Rz. 89
Stirbt der Pflichtteilsberechtigte, so liegen bei Geltendmachung des Pflichtteils zwei steuerpflichtige Erwerbe vor: zum einen der Erwerb des ursprünglichen Pflichtteilsberechtigten, für den dessen Erben die Erbschaftsteuer schulden, und zum anderen der Erwerb des Pflichtteilsanspruchs im Rahmen des Nachlasses, der von den Erben des Pflichtteilsberechtigten zu versteuern ist. Muscheler ist der Ansicht, in diesem Fall entstehe die Erbschaftsteuer für den Erben des Pflichtteilsberechtigten schon mit dessen Tod und somit auch für den Fall, dass die Pflichtteilsforderung nicht geltend gemacht werde (s. ZEV 2001, 377, 379). Diese Ansicht ist abzulehnen. Zwar verstößt sie, wie Muscheler zutreffend ausführt, nicht gegen das Prinzip der Universalsukzession. Aber das hinter § 9 Abs. 1 Nr. 1 Buchst. b ErbStG stehende Prinzip wird verletzt. Die Erbschaftsteuer wäre dann doch ein Grund, den Pflichtteil geltend zu machen. Das soll durch § 9 Abs. 1 Nr. 1 Buchst. b ErbStG vermieden werden.

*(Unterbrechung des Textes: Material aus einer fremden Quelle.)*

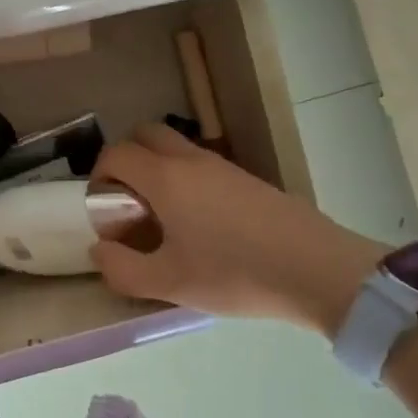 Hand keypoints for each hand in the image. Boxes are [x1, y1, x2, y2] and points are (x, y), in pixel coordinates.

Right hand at [88, 123, 388, 334]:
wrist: (318, 270)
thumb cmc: (235, 273)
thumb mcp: (170, 283)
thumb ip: (122, 268)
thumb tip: (98, 249)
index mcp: (165, 178)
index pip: (117, 153)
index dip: (99, 174)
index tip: (103, 207)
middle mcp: (190, 160)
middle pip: (145, 134)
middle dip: (127, 158)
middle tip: (128, 199)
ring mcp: (222, 166)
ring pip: (176, 147)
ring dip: (157, 168)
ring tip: (163, 217)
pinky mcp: (247, 179)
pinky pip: (201, 164)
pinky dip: (185, 178)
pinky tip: (201, 224)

Mit Urteil vom 07.12.2016 (ZEV 2017, 283) hat der BFH entschieden, dass ein vom Erblasser nicht geltend gemachter Pflichtteilsanspruch zum Nachlass gehört und beim Erben der Besteuerung aufgrund des Erbfalls unterliegt. Auf die Geltendmachung durch den Erben kommt es nicht an, denn § 3 Abs. 1 Satz 1 Alt. 3 i. V. m. § 9 Abs. 1 Nr. 1 ErbStG, wonach der Erwerb des Pflichtteilsanspruchs nur bei dessen Geltendmachung durch den Pflichtteilsberechtigten der Erbschaftsteuer unterliegt, gilt nicht beim derivativen Erwerb, wenn also der Pflichtteilsanspruch durch den Erbanfall erworben wurde. Hier entsteht die Steuer nach § 3 Abs. 1 Nr. 1 Alt. 1 i. V. m. § 9 Abs. 1 Nr. 1 ErbStG bereits mit dem Tode des Pflichtteilsberechtigten, ohne dass es auf die Geltendmachung des Anspruchs durch dessen Erben ankommt (ebenda ZEV 207, 283, 284). Nach Wachter folgt hier das Steuerrecht der rein zivilrechtlichen Betrachtung, nach der der Pflichtteilsanspruch nach § 2317 Abs. 1 BGB kraft Gesetzes mit dem Eintritt des Erbfalls entsteht (Wachter, Anm. zu BFH vom 07.12.2016, ZEV 2017, 2084).